So hat das Gebiet der Kultur- oder Geistesgeschichte in der jüngsten Zeit starke Wandlungen erfahren. Die Studienfächer, die man bis dahin gern getrennt hielt: Philologie, Geschichte, Theologie, Psychologie haben ihre Grenzen verschoben und sind zu Hilfswissenschaften einer allgemeinen Menschenwissenschaft (Anthropologie, Humanitätskunde) und deren Teilen geworden, also der Moralwissenschaft, der Gesellschaftswissenschaft, der Religionswissenschaft.
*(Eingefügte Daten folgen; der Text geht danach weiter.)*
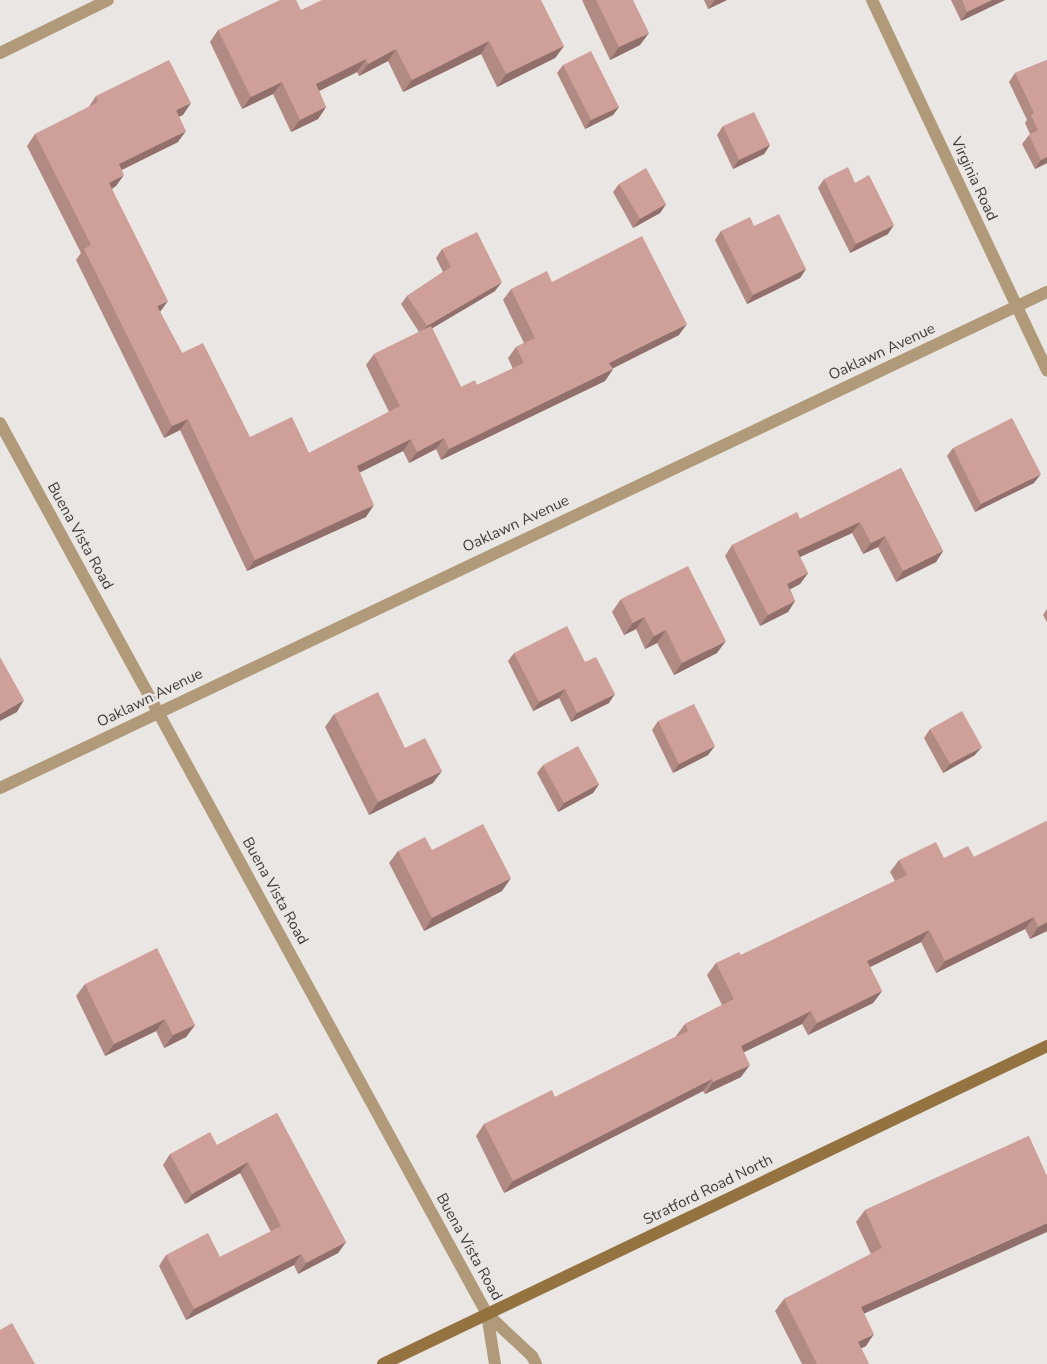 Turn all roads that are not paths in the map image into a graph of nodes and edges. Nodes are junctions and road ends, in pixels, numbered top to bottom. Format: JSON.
{"nodes":[{"id":1,"x":108,"y":0,"type":"edge"},
{"id":2,"x":872,"y":0,"type":"edge"},
{"id":3,"x":0,"y":53,"type":"edge"},
{"id":4,"x":1047,"y":292,"type":"edge"},
{"id":5,"x":1016,"y":306,"type":"junction"},
{"id":6,"x":1047,"y":371,"type":"edge"},
{"id":7,"x":0,"y":423,"type":"edge"},
{"id":8,"x":158,"y":711,"type":"junction"},
{"id":9,"x":0,"y":788,"type":"edge"},
{"id":10,"x":1047,"y":1046,"type":"edge"},
{"id":11,"x":487,"y":1314,"type":"junction"},
{"id":12,"x":382,"y":1364,"type":"edge"},
{"id":13,"x":495,"y":1364,"type":"edge"},
{"id":14,"x":536,"y":1364,"type":"edge"}],
"edges":[{"from":1,"to":3,"type":"street"},
{"from":2,"to":5,"type":"street","name":"Virginia Road"},
{"from":4,"to":5,"type":"street","name":"Oaklawn Avenue"},
{"from":5,"to":6,"type":"street","name":"Virginia Road"},
{"from":5,"to":8,"type":"street","name":"Oaklawn Avenue"},
{"from":7,"to":8,"type":"street","name":"Buena Vista Road"},
{"from":8,"to":9,"type":"street","name":"Oaklawn Avenue"},
{"from":8,"to":11,"type":"street","name":"Buena Vista Road"},
{"from":10,"to":11,"type":"main road","name":"Stratford Road North"},
{"from":11,"to":12,"type":"main road","name":"Stratford Road North"},
{"from":11,"to":13,"type":"street"},
{"from":11,"to":14,"type":"street","name":"Buena Vista Road"}]} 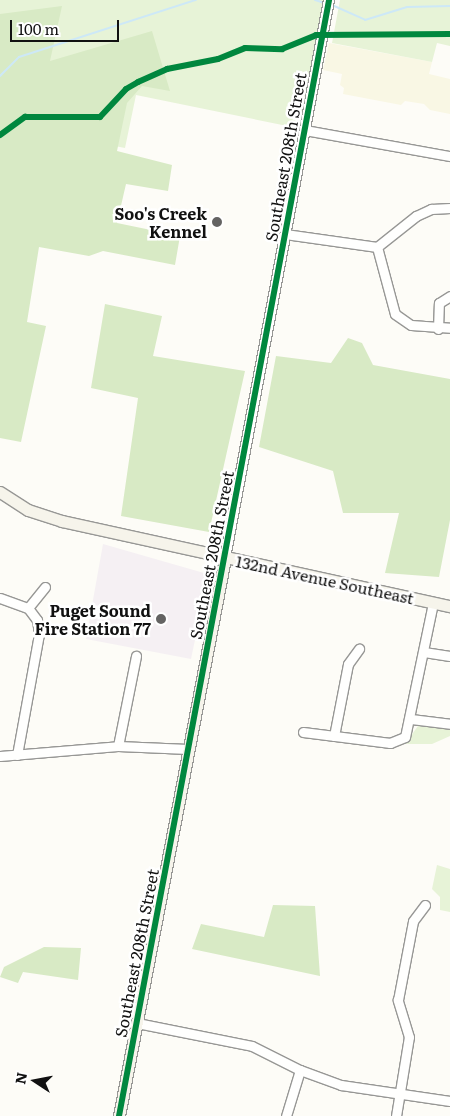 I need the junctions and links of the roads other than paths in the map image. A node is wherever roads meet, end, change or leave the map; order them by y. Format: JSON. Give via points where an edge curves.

Probleme der menschlichen Denk-, Tat- und Glaubensentwicklung, die die dahingegangene Forschergeneration kaum beachtete, sind in den Mittelpunkt der Forschung getreten. Und wer kein Fremdling in seiner Zeit ist, wird gewahr, dass diese Wandlung eng mit den Entwicklungskämpfen und praktischen Forderungen der lebendigen Gegenwart zusammenhängt. Die Zeit hat den Forschern die Augen für die neu entdeckten Probleme geöffnet.
Zwei solche Grundfragen, die lange Zeit wenig Beachtung fanden, weil ihre Lösung leicht oder doch nicht eilig schien, und die man daher im Rahmen der einzelnen Forschungszweige nebenher behandeln zu können glaubte, bilden den Gegenstand des vorliegenden Buches. Seit kurzer Zeit erst wird die hohe Bedeutung dieser beiden Grundfragen erkannt, immer mehr ziehen sie die Aufmerksamkeit der Forschung auf sich und werden zu einer der wichtigsten Angelegenheiten der gesamten Wissenschaft vom Menschen. Die eine Frage ist die der Symbolbildung, die andere die der Gemeinschaftsbildung.
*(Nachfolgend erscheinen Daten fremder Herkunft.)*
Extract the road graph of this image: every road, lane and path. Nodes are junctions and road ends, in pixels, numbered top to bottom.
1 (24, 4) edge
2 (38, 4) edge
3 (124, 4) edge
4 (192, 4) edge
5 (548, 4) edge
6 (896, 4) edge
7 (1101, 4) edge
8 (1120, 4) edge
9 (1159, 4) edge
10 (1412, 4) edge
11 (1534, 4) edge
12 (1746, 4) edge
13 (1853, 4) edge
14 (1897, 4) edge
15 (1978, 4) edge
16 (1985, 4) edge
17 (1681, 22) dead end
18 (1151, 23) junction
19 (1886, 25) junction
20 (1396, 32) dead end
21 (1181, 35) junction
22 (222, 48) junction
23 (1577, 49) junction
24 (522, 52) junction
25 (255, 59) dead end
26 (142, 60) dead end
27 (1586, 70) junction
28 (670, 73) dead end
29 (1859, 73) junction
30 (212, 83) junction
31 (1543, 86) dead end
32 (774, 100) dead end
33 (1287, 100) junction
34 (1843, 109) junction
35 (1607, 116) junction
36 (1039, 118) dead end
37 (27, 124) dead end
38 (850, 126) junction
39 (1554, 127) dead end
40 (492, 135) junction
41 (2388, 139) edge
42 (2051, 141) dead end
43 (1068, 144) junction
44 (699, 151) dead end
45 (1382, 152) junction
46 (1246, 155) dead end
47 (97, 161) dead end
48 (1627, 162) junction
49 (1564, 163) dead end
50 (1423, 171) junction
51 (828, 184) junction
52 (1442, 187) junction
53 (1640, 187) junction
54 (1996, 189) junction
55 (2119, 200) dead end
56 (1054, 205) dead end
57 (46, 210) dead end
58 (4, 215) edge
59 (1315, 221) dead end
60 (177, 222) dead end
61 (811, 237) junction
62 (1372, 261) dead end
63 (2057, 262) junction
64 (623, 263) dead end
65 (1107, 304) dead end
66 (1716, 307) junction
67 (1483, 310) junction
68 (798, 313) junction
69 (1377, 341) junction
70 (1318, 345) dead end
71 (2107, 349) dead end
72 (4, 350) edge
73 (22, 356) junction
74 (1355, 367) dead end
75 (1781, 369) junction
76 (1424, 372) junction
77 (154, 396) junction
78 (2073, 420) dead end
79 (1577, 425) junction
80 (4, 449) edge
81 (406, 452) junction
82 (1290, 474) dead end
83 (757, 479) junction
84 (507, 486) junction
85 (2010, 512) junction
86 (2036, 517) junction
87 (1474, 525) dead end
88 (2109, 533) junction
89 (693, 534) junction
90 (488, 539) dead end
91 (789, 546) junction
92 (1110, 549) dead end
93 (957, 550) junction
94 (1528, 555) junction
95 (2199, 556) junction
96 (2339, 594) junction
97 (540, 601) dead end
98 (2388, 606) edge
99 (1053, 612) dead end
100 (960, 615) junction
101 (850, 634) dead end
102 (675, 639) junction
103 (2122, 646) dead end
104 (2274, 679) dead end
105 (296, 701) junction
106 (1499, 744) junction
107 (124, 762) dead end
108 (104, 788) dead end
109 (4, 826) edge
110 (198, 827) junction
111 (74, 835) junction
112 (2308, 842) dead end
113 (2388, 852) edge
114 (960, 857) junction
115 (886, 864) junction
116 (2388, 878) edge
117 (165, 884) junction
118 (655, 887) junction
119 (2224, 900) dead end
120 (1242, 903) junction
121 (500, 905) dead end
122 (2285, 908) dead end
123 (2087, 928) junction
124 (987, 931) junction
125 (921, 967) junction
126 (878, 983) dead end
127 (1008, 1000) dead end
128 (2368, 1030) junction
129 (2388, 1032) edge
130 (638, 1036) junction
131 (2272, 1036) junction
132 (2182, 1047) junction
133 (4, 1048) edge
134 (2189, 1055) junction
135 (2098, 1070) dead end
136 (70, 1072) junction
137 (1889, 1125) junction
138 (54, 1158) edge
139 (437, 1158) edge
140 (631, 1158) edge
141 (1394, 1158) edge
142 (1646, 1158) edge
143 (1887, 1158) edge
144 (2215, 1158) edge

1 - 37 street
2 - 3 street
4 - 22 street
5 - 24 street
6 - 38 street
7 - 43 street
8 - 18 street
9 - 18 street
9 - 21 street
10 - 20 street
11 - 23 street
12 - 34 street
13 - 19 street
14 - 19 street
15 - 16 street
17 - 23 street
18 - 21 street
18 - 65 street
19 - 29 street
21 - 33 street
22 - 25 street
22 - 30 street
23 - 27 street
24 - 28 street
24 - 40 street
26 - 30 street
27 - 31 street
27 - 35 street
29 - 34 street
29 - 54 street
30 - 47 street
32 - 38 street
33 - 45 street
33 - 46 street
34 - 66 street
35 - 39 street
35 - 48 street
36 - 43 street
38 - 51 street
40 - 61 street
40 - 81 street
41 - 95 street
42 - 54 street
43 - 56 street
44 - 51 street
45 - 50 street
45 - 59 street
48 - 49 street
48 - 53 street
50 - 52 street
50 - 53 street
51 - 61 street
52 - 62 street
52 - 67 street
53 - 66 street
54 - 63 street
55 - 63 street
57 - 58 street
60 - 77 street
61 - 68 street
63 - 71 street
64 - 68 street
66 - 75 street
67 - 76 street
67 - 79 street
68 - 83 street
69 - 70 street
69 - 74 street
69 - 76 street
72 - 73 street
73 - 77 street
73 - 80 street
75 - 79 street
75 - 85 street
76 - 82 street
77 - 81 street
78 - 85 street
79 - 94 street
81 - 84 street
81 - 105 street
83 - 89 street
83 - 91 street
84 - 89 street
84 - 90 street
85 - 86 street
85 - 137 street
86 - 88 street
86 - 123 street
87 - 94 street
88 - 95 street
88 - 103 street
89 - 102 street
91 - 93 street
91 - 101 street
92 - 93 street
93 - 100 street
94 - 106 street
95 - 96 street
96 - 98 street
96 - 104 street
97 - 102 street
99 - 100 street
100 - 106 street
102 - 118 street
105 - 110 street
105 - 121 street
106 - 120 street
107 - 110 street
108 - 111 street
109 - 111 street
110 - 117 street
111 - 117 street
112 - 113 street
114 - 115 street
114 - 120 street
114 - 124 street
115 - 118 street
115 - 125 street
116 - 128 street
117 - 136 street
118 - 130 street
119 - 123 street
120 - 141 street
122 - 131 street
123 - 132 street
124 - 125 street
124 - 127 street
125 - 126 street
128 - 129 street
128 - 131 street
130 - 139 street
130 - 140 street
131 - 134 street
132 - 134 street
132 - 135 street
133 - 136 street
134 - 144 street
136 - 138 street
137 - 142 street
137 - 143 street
Symbole begegnen dem Forscher auf allen Kulturgebieten, in der Religion und der Kunst so gut wie im Rechts- und Staatsleben. Unser Denken und Sprechen, Handeln und Gestalten geht mit Hilfe von Symbolen vor sich. Die kostbarsten und unzerstörbarsten Güter, die das Menschengeschlecht besitzt, sind Symbole oder symbolisch ausgedrückte Werte. Diese Tatsache entging den Gelehrten der letzten Generationen oder, wenn sie sie zugeben mussten, erkannten sie nicht ihre Bedeutung. Sie standen im Banne des Glaubens, dass wohl die unreifen und kulturarmen Völker symbolisch dächten und lebten, dass aber die Kulturmenschheit der symbolischen Auffassung mehr und mehr entwachsen sei. Die Forscher entlehnten diese falsche Meinung den kritischen Zeitströmungen, die sich gegen den Symbolbesitz der überlieferten Religion und dessen kirchliche Dogmatisierung richteten. Auf diese Zeit der Kritik ist heute eine Zeit des Aufbaus gefolgt. Die Menschen fühlen in wachsendem Maße den Mangel an Symbolen als eine geistige Verarmung, sie suchen alte Symbole zu beleben oder neue zu finden. Dadurch wird die Forschung angeregt, die älteren Symbolschätze des Menschengeschlechts eifriger als bisher zu studieren, ihren Ursprung, ihre Geschichte, ihren Zusammenhang durch die Zeiten und Völker aufzudecken und den Sinn jener merkwürdigen Gebilde des menschlichen Geistes, die das Glück von Millionen ausgemacht haben und auch weiterhin ausmachen werden, zu erklären. Infolgedessen hat in den letzten Jahrzehnten eine rege Symbolforschung eingesetzt. Zahlreiche Forscher sammeln, vergleichen, deuten die symbolischen, mythischen, kultischen Bestandteile der verschiedenen Religionen, und diese Forschungen gruppieren sich aus mehreren Gründen um einen Mittelpunkt: um die an symbolischem Schaffen reichste und gewaltigste Zeit, die wir kennen, das ausgehende Altertum und beginnende Christentum.
Kein echtes Symbol auf Erden, das nicht Gemeinschaftssymbol wäre.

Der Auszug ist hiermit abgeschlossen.